Но поэт пришел накануне величайшей трагедии своего народа, и вся не поддающаяся учету моральная сила его растратилась на предчувствие близящейся катастрофы, а он сам вместо «законодателя» стал «пророком».
Я безумец! Мне в сердце вонзили Красноватый уголь пророка...[74]
И вся фигура поэта выросла в торжественный символ, а его поэзия стала нашей национальной песней песен о трагической любви русского народа и революции.
Теперь, когда уже «свершился дней круговорот»[75], поражает то, что Блок предчувствовал вместе с радостью приближение Великого, и страх перед тем, что оно изменит свой светлый образ; что, беря первые аккорды на своей «гневной, как секира» лире[76], он уже знал, что в напевах его юной музы есть «роковая о гибели весть»[77]. В то время, как все вокруг него с трепетом вожделения и страха, тысячу раз сомневаясь и уверяясь опять, ждали событий, он уже «тихо знал» не только то, что события несомненно придут, но и то, что они будут губительны и катастрофичны:
Ты свята, но я тебе не верю И давно всё знаю наперед. .......................... Мне жаль, что день великий скоро минет, Умрет едва рожденное дитя[78].

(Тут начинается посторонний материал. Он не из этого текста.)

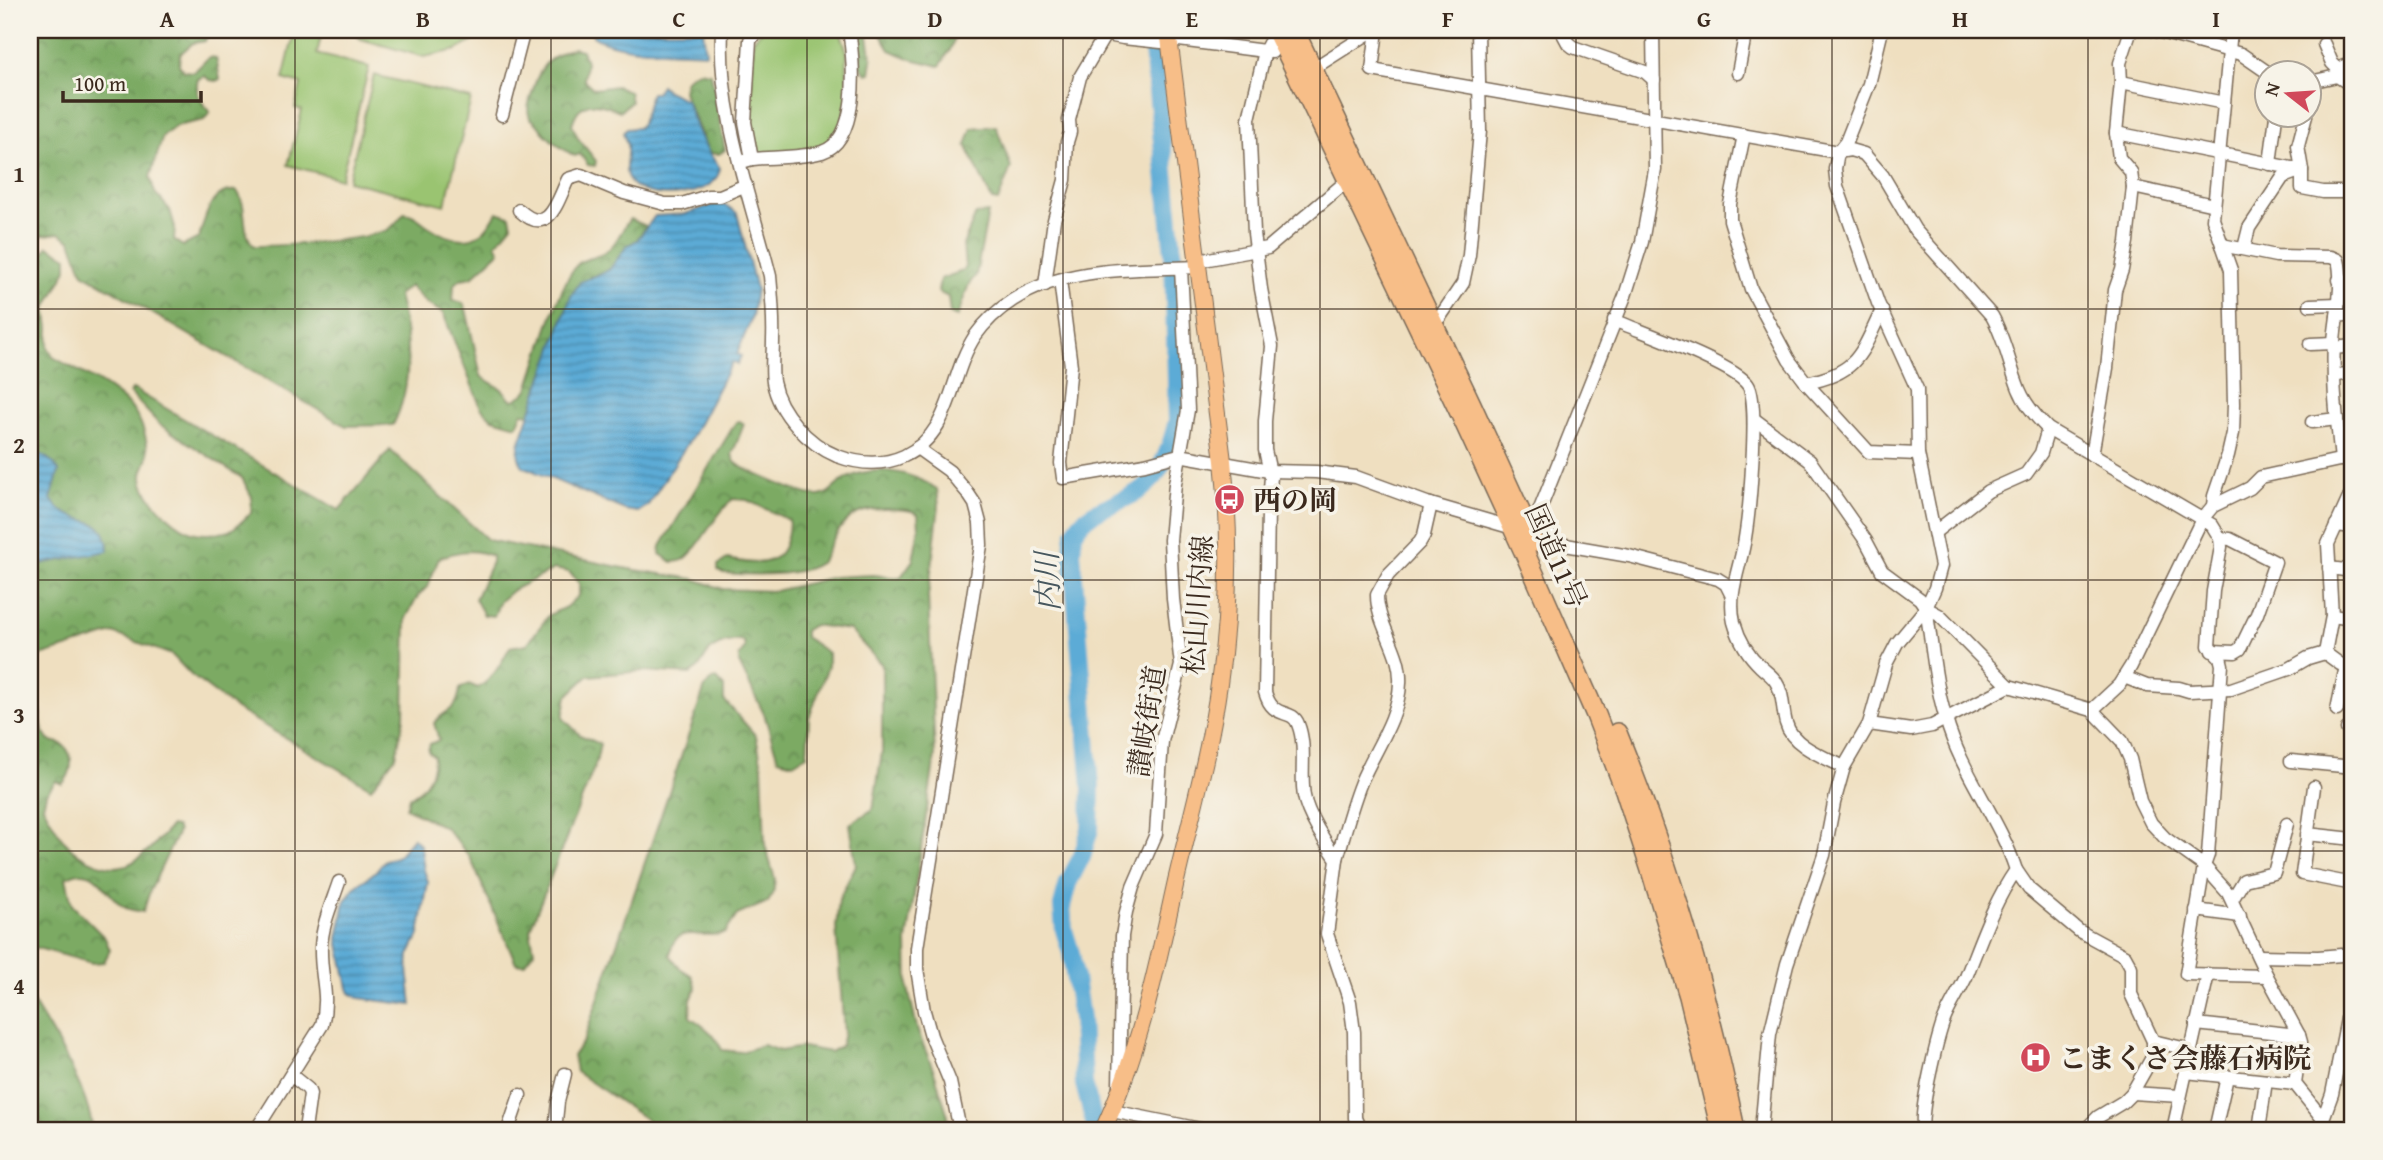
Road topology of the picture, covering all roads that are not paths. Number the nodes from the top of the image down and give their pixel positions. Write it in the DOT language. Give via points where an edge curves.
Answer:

Этого потрясающего сознания не перенесла бы душа поэта, если бы он, как пророк, не ощущал над «таинственной пошлостью» и «неприглядным ужасом» жизни веяние высшей разумной Воли.
Веди меня. Чтоб всё пройти, Нам нужны силы неземные[79].
Поистине слова эти бессмертны и переживут не одно поколение, «рожденное в года глухие»[80] - неземные силы нужны нам, а кому не даны они - тот погибнет на полдороге.
2
Блок не только «приклонял с вниманьем ухо» и «чутко ждал»[81], он и читал в своих виденьях причины роковой катастрофы. С тоскою сознавал он, что прах недостоин пришествия Прекрасной Дамы, умея «любить Ее на небе и изменять Ей на земле»[82]; что, как охапка сорной сухой травы, ослепленный народ будет сожжен сошедшей на землю зарею, которая, сжигая, сама превратится в смрадное зарево.
Можно в книгах Блока найти много полновесных и потрясающих слов предостережений, но одно стихотворение написано им в самую жуткую минуту его пророческого вдохновения. В этом стихотвореньи поэт говорит от лица тех стихийных сил, которые, как клубы хаоса, сверкая молнией и ударяя мечами в доспехи грома, приближались к притихшей в ожидании грозы России.